» Problem description: Retyping the records exactly, down to the last line, is the whole job.

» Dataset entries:
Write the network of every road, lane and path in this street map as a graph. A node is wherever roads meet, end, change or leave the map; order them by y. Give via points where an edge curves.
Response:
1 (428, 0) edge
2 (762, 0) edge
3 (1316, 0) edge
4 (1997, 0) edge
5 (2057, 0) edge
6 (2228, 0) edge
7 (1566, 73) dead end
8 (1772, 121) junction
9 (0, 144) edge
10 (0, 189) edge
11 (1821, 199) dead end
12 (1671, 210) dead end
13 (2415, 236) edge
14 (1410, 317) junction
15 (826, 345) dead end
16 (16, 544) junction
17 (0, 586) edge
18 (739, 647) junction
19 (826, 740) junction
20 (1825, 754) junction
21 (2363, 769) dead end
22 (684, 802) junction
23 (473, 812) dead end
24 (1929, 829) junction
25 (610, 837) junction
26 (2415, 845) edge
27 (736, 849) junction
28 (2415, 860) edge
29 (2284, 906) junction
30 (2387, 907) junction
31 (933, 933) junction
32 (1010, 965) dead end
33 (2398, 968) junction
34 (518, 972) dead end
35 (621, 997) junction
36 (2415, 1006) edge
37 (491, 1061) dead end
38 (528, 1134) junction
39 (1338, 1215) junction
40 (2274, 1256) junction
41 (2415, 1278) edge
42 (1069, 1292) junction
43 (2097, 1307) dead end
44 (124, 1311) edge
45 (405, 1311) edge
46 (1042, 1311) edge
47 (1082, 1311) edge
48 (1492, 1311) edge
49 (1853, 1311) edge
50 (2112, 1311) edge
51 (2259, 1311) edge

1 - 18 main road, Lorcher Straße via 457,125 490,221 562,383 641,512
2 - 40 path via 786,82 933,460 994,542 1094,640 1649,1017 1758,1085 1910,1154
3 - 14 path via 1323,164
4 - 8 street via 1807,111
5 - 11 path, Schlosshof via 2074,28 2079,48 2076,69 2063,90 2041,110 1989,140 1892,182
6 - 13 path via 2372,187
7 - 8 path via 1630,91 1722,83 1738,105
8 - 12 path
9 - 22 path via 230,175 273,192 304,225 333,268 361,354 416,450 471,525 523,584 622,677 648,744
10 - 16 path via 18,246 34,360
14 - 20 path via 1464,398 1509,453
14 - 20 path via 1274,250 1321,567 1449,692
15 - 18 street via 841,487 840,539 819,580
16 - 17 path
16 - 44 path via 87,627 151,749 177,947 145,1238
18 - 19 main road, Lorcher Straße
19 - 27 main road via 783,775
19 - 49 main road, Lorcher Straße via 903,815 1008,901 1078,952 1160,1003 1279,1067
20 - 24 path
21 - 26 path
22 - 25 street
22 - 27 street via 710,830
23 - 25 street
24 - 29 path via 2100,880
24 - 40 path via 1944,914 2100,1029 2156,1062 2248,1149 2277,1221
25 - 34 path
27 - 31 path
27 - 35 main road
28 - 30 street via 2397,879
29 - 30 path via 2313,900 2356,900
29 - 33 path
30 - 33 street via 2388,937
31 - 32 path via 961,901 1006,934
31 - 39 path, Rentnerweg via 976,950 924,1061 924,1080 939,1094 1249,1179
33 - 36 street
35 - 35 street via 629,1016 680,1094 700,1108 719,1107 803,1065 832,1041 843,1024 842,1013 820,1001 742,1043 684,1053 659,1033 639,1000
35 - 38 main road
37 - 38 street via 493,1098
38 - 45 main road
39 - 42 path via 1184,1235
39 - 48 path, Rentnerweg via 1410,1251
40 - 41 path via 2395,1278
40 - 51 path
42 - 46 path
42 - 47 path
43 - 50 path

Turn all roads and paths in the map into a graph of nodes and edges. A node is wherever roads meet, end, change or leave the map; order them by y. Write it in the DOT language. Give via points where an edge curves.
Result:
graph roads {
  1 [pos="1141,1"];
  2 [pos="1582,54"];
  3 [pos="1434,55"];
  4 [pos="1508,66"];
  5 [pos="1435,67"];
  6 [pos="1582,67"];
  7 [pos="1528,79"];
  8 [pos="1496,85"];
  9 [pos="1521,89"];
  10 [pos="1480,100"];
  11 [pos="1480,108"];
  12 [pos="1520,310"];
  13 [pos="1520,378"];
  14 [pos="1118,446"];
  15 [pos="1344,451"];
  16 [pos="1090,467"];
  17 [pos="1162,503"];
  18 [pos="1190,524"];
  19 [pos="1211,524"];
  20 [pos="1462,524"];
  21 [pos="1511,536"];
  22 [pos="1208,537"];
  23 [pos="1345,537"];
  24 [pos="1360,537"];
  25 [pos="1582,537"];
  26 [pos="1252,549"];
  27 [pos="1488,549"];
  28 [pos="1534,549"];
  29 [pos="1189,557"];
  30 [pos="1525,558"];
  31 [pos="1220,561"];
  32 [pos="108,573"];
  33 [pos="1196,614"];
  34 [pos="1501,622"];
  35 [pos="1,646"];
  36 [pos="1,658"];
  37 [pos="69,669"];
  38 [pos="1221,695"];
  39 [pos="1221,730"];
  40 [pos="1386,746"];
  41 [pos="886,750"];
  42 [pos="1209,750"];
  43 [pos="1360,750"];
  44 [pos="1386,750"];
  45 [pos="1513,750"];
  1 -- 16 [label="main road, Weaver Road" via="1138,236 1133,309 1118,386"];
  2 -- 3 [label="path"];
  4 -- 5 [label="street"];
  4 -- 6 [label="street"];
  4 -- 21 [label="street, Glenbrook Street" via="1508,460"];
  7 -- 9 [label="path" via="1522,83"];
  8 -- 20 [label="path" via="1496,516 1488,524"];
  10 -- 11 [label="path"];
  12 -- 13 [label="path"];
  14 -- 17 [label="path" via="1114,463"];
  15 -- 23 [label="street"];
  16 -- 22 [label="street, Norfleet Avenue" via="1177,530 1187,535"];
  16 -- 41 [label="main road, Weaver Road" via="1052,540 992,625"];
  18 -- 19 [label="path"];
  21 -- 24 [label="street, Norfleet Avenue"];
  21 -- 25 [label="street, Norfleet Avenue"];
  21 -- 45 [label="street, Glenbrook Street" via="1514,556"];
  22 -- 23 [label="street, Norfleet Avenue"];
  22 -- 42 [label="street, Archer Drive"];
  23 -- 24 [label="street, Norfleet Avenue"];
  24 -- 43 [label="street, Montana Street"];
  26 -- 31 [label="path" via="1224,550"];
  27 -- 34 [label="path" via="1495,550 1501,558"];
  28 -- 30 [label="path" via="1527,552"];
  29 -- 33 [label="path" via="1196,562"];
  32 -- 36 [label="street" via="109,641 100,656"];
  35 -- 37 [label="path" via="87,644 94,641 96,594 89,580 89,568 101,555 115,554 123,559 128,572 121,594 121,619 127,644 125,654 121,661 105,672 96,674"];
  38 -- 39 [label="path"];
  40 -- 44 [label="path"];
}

» Answer to the exercise:
Write the network of every road, lane and path in this street map as a graph. A node is wherever roads meet, end, change or leave the map; order them by y. Give via points where an edge curves.
Response:
1 (428, 0) edge
2 (762, 0) edge
3 (1316, 0) edge
4 (1997, 0) edge
5 (2057, 0) edge
6 (2228, 0) edge
7 (1566, 73) dead end
8 (1772, 121) junction
9 (0, 144) edge
10 (0, 189) edge
11 (1821, 199) dead end
12 (1671, 210) dead end
13 (2415, 236) edge
14 (1410, 317) junction
15 (826, 345) dead end
16 (16, 544) junction
17 (0, 586) edge
18 (739, 647) junction
19 (826, 740) junction
20 (1825, 754) junction
21 (2363, 769) dead end
22 (684, 802) junction
23 (473, 812) dead end
24 (1929, 829) junction
25 (610, 837) junction
26 (2415, 845) edge
27 (736, 849) junction
28 (2415, 860) edge
29 (2284, 906) junction
30 (2387, 907) junction
31 (933, 933) junction
32 (1010, 965) dead end
33 (2398, 968) junction
34 (518, 972) dead end
35 (621, 997) junction
36 (2415, 1006) edge
37 (491, 1061) dead end
38 (528, 1134) junction
39 (1338, 1215) junction
40 (2274, 1256) junction
41 (2415, 1278) edge
42 (1069, 1292) junction
43 (2097, 1307) dead end
44 (124, 1311) edge
45 (405, 1311) edge
46 (1042, 1311) edge
47 (1082, 1311) edge
48 (1492, 1311) edge
49 (1853, 1311) edge
50 (2112, 1311) edge
51 (2259, 1311) edge

1 - 18 main road, Lorcher Straße via 457,125 490,221 562,383 641,512
2 - 40 path via 786,82 933,460 994,542 1094,640 1649,1017 1758,1085 1910,1154
3 - 14 path via 1323,164
4 - 8 street via 1807,111
5 - 11 path, Schlosshof via 2074,28 2079,48 2076,69 2063,90 2041,110 1989,140 1892,182
6 - 13 path via 2372,187
7 - 8 path via 1630,91 1722,83 1738,105
8 - 12 path
9 - 22 path via 230,175 273,192 304,225 333,268 361,354 416,450 471,525 523,584 622,677 648,744
10 - 16 path via 18,246 34,360
14 - 20 path via 1464,398 1509,453
14 - 20 path via 1274,250 1321,567 1449,692
15 - 18 street via 841,487 840,539 819,580
16 - 17 path
16 - 44 path via 87,627 151,749 177,947 145,1238
18 - 19 main road, Lorcher Straße
19 - 27 main road via 783,775
19 - 49 main road, Lorcher Straße via 903,815 1008,901 1078,952 1160,1003 1279,1067
20 - 24 path
21 - 26 path
22 - 25 street
22 - 27 street via 710,830
23 - 25 street
24 - 29 path via 2100,880
24 - 40 path via 1944,914 2100,1029 2156,1062 2248,1149 2277,1221
25 - 34 path
27 - 31 path
27 - 35 main road
28 - 30 street via 2397,879
29 - 30 path via 2313,900 2356,900
29 - 33 path
30 - 33 street via 2388,937
31 - 32 path via 961,901 1006,934
31 - 39 path, Rentnerweg via 976,950 924,1061 924,1080 939,1094 1249,1179
33 - 36 street
35 - 35 street via 629,1016 680,1094 700,1108 719,1107 803,1065 832,1041 843,1024 842,1013 820,1001 742,1043 684,1053 659,1033 639,1000
35 - 38 main road
37 - 38 street via 493,1098
38 - 45 main road
39 - 42 path via 1184,1235
39 - 48 path, Rentnerweg via 1410,1251
40 - 41 path via 2395,1278
40 - 51 path
42 - 46 path
42 - 47 path
43 - 50 path

Turn all roads and paths in the map into a graph of nodes and edges. A node is wherever roads meet, end, change or leave the map; order them by y. Write it in the DOT language. Give via points where an edge curves.
Result:
graph roads {
  1 [pos="1141,1"];
  2 [pos="1582,54"];
  3 [pos="1434,55"];
  4 [pos="1508,66"];
  5 [pos="1435,67"];
  6 [pos="1582,67"];
  7 [pos="1528,79"];
  8 [pos="1496,85"];
  9 [pos="1521,89"];
  10 [pos="1480,100"];
  11 [pos="1480,108"];
  12 [pos="1520,310"];
  13 [pos="1520,378"];
  14 [pos="1118,446"];
  15 [pos="1344,451"];
  16 [pos="1090,467"];
  17 [pos="1162,503"];
  18 [pos="1190,524"];
  19 [pos="1211,524"];
  20 [pos="1462,524"];
  21 [pos="1511,536"];
  22 [pos="1208,537"];
  23 [pos="1345,537"];
  24 [pos="1360,537"];
  25 [pos="1582,537"];
  26 [pos="1252,549"];
  27 [pos="1488,549"];
  28 [pos="1534,549"];
  29 [pos="1189,557"];
  30 [pos="1525,558"];
  31 [pos="1220,561"];
  32 [pos="108,573"];
  33 [pos="1196,614"];
  34 [pos="1501,622"];
  35 [pos="1,646"];
  36 [pos="1,658"];
  37 [pos="69,669"];
  38 [pos="1221,695"];
  39 [pos="1221,730"];
  40 [pos="1386,746"];
  41 [pos="886,750"];
  42 [pos="1209,750"];
  43 [pos="1360,750"];
  44 [pos="1386,750"];
  45 [pos="1513,750"];
  1 -- 16 [label="main road, Weaver Road" via="1138,236 1133,309 1118,386"];
  2 -- 3 [label="path"];
  4 -- 5 [label="street"];
  4 -- 6 [label="street"];
  4 -- 21 [label="street, Glenbrook Street" via="1508,460"];
  7 -- 9 [label="path" via="1522,83"];
  8 -- 20 [label="path" via="1496,516 1488,524"];
  10 -- 11 [label="path"];
  12 -- 13 [label="path"];
  14 -- 17 [label="path" via="1114,463"];
  15 -- 23 [label="street"];
  16 -- 22 [label="street, Norfleet Avenue" via="1177,530 1187,535"];
  16 -- 41 [label="main road, Weaver Road" via="1052,540 992,625"];
  18 -- 19 [label="path"];
  21 -- 24 [label="street, Norfleet Avenue"];
  21 -- 25 [label="street, Norfleet Avenue"];
  21 -- 45 [label="street, Glenbrook Street" via="1514,556"];
  22 -- 23 [label="street, Norfleet Avenue"];
  22 -- 42 [label="street, Archer Drive"];
  23 -- 24 [label="street, Norfleet Avenue"];
  24 -- 43 [label="street, Montana Street"];
  26 -- 31 [label="path" via="1224,550"];
  27 -- 34 [label="path" via="1495,550 1501,558"];
  28 -- 30 [label="path" via="1527,552"];
  29 -- 33 [label="path" via="1196,562"];
  32 -- 36 [label="street" via="109,641 100,656"];
  35 -- 37 [label="path" via="87,644 94,641 96,594 89,580 89,568 101,555 115,554 123,559 128,572 121,594 121,619 127,644 125,654 121,661 105,672 96,674"];
  38 -- 39 [label="path"];
  40 -- 44 [label="path"];
}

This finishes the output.